The chest-supported position helps lock you down and focus on upper back and lat engagement. A belly-down position on a bench gives your low back a break. If you’re wanting to save your low back for other exercises – deadlifts, say – chest-supported variations are a good way to manage volume for your hips and spinal erectors. And they’re not so taxing on your CNS.
The Spider Row
- Position your bench further back from the cables that what you might initially think. The cables should start at the bottom of the stack, but can be adjusted from there depending on the rest of your setup.
- Start light and make micro-adjustments in the setup based on what feels best. Cable height, bench distance, and angle of the bench will vary according to your structure and your equipment design.
- The row should be relatively horizontal in direction. Force of the cable should be directed in a straight line down your elbows – no twisting motions or elbow pain.
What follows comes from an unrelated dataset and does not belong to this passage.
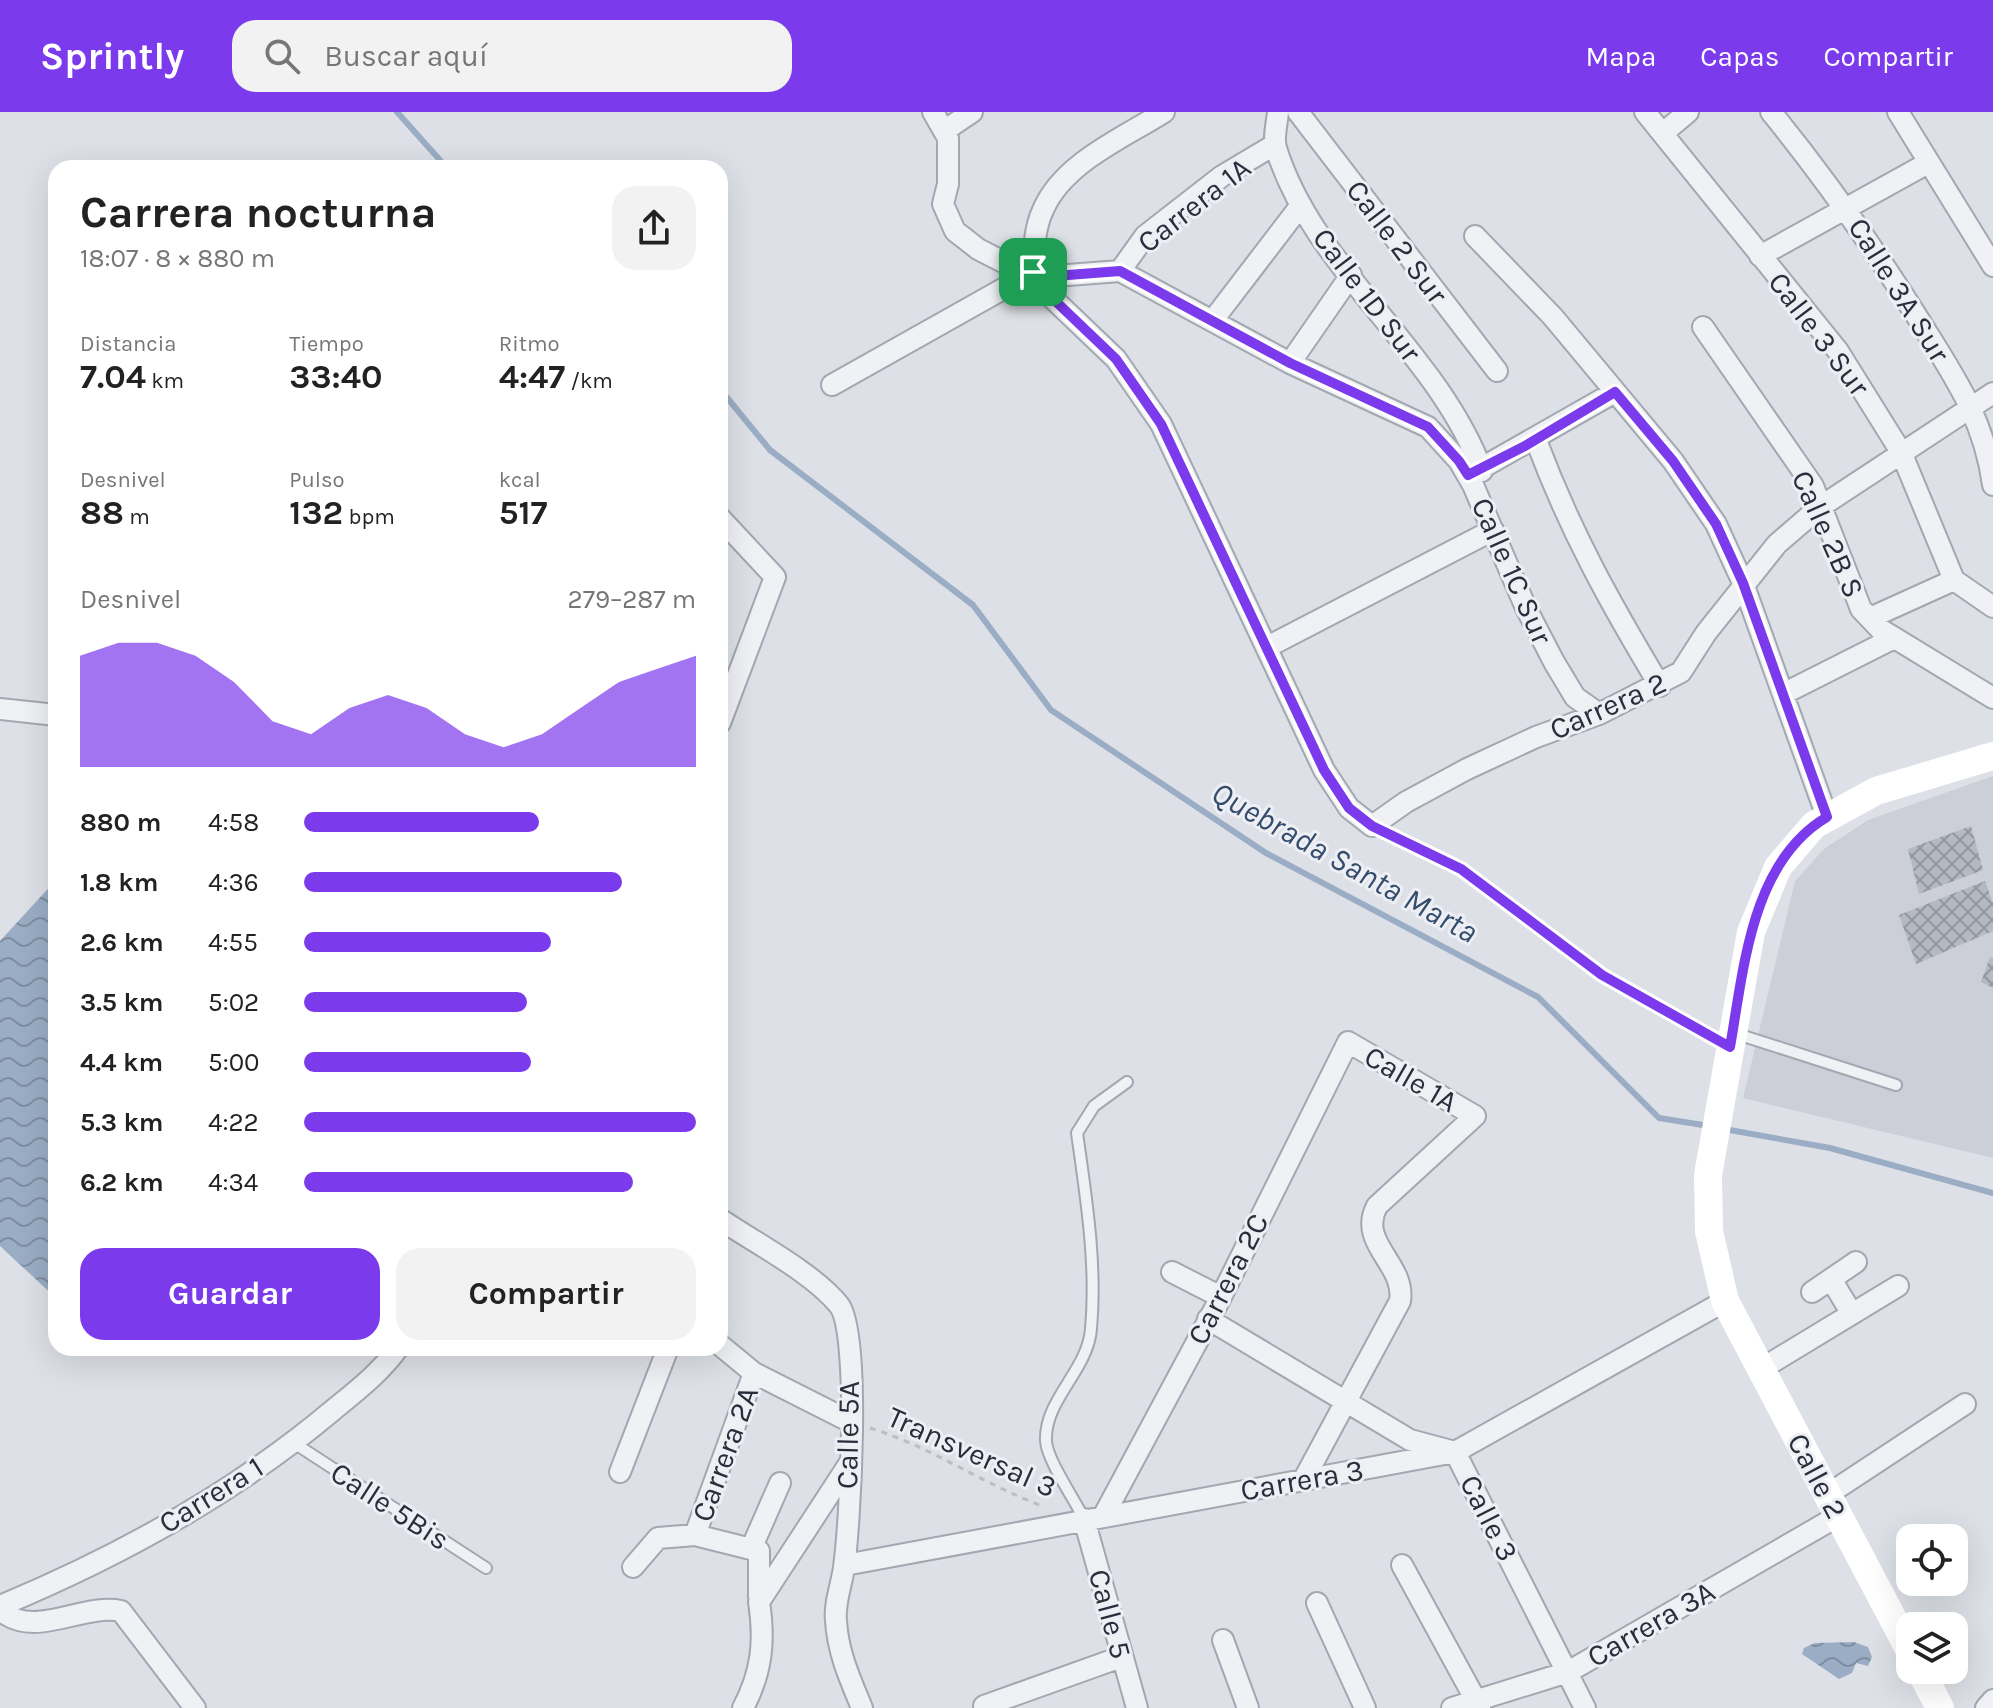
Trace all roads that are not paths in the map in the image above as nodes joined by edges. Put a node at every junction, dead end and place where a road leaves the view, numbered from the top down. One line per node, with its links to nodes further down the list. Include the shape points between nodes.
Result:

- Drive your elbows behind you and pinch your shoulder blades together. Let your shoulder blades do their thing and glide around your ribcage freely.
- If the angle doesn’t feel quite right, then keep adjusting the setup until it does. You’ll know when.
Why These Work
Spider rows are the more horizontal version of the eagle pulldown. Because of the change in cable height and force alignment, these are more useful as an exercise to hit your rhomboids and mid-traps.
Just like eagle pulldowns, spider rows are chest-supported and more back friendly than bent-over rows. For more targeted volume for your mid-back, spider rows are one to add to the toolbox.
Eagle pulldowns and spider rows work because they offer an alternative angle to more traditional back workouts. Instead of regular lat pulldowns, try using eagle pulldowns for a few weeks.
Seated cable rows are old news! Put a new angle on your horizontal pulls by using spider rows instead. Both of these work well as secondary exercises. Try sets of 12-15 reps.